▶ **ACTIVITY**
Return the lines below that carry the word "joint".

[[ SUPPLIED ENTRIES, beginning ]]

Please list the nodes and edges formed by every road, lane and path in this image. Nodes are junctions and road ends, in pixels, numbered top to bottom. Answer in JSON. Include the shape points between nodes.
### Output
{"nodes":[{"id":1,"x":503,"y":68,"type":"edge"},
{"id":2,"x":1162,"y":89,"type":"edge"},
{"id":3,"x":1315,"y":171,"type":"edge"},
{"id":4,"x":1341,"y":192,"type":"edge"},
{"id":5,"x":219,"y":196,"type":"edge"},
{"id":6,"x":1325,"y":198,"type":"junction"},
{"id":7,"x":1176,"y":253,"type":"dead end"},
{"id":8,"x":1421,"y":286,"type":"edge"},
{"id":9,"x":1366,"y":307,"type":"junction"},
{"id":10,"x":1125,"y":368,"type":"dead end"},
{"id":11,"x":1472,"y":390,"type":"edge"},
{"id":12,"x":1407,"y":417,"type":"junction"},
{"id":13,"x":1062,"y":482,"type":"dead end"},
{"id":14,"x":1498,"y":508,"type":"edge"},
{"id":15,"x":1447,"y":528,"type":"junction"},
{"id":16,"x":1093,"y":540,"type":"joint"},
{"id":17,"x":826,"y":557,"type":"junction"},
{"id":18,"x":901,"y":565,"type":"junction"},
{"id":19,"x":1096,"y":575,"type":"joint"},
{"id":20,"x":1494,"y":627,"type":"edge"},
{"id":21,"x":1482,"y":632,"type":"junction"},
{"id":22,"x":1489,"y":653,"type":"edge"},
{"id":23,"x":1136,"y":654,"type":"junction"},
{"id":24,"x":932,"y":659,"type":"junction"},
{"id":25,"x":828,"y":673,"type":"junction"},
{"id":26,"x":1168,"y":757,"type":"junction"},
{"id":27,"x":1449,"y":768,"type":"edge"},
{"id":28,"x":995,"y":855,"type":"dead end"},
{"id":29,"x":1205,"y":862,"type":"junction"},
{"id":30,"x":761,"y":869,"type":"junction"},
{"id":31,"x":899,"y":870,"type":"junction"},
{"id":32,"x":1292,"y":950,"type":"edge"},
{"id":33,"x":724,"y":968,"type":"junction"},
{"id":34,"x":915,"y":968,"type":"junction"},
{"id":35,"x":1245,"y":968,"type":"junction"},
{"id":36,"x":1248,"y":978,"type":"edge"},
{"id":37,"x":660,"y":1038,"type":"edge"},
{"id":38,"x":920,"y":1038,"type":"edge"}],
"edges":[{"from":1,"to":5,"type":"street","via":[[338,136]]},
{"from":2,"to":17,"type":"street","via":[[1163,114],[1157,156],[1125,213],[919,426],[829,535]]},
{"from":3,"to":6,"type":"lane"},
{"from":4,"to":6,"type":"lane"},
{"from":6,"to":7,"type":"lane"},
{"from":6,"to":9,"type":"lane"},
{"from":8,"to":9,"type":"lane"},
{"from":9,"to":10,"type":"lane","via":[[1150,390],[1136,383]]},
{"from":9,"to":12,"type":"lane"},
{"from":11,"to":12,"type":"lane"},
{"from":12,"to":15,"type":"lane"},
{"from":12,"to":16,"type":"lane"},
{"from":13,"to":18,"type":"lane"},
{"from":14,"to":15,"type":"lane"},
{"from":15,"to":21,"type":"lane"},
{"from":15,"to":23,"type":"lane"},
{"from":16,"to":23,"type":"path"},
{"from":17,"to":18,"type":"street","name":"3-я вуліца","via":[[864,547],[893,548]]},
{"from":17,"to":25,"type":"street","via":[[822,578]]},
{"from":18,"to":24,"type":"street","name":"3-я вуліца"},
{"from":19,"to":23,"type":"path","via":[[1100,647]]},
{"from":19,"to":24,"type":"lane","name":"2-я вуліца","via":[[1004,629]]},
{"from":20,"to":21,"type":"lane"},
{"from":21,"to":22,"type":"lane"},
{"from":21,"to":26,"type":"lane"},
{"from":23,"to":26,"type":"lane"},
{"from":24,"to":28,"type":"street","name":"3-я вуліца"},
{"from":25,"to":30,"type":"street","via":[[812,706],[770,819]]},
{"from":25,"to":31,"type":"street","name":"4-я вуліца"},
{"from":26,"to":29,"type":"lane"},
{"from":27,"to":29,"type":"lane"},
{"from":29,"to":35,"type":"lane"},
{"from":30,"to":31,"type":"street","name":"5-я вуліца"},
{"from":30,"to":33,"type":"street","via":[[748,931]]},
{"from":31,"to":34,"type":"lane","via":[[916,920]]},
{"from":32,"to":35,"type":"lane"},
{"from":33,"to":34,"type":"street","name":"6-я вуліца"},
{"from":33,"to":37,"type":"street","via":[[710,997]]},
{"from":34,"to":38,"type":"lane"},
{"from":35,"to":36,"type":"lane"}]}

[[ SUPPLIED ENTRIES, end ]]

▶ **COMPLETED EXERCISE**
{"id":16,"x":1093,"y":540,"type":"joint"},
{"id":19,"x":1096,"y":575,"type":"joint"},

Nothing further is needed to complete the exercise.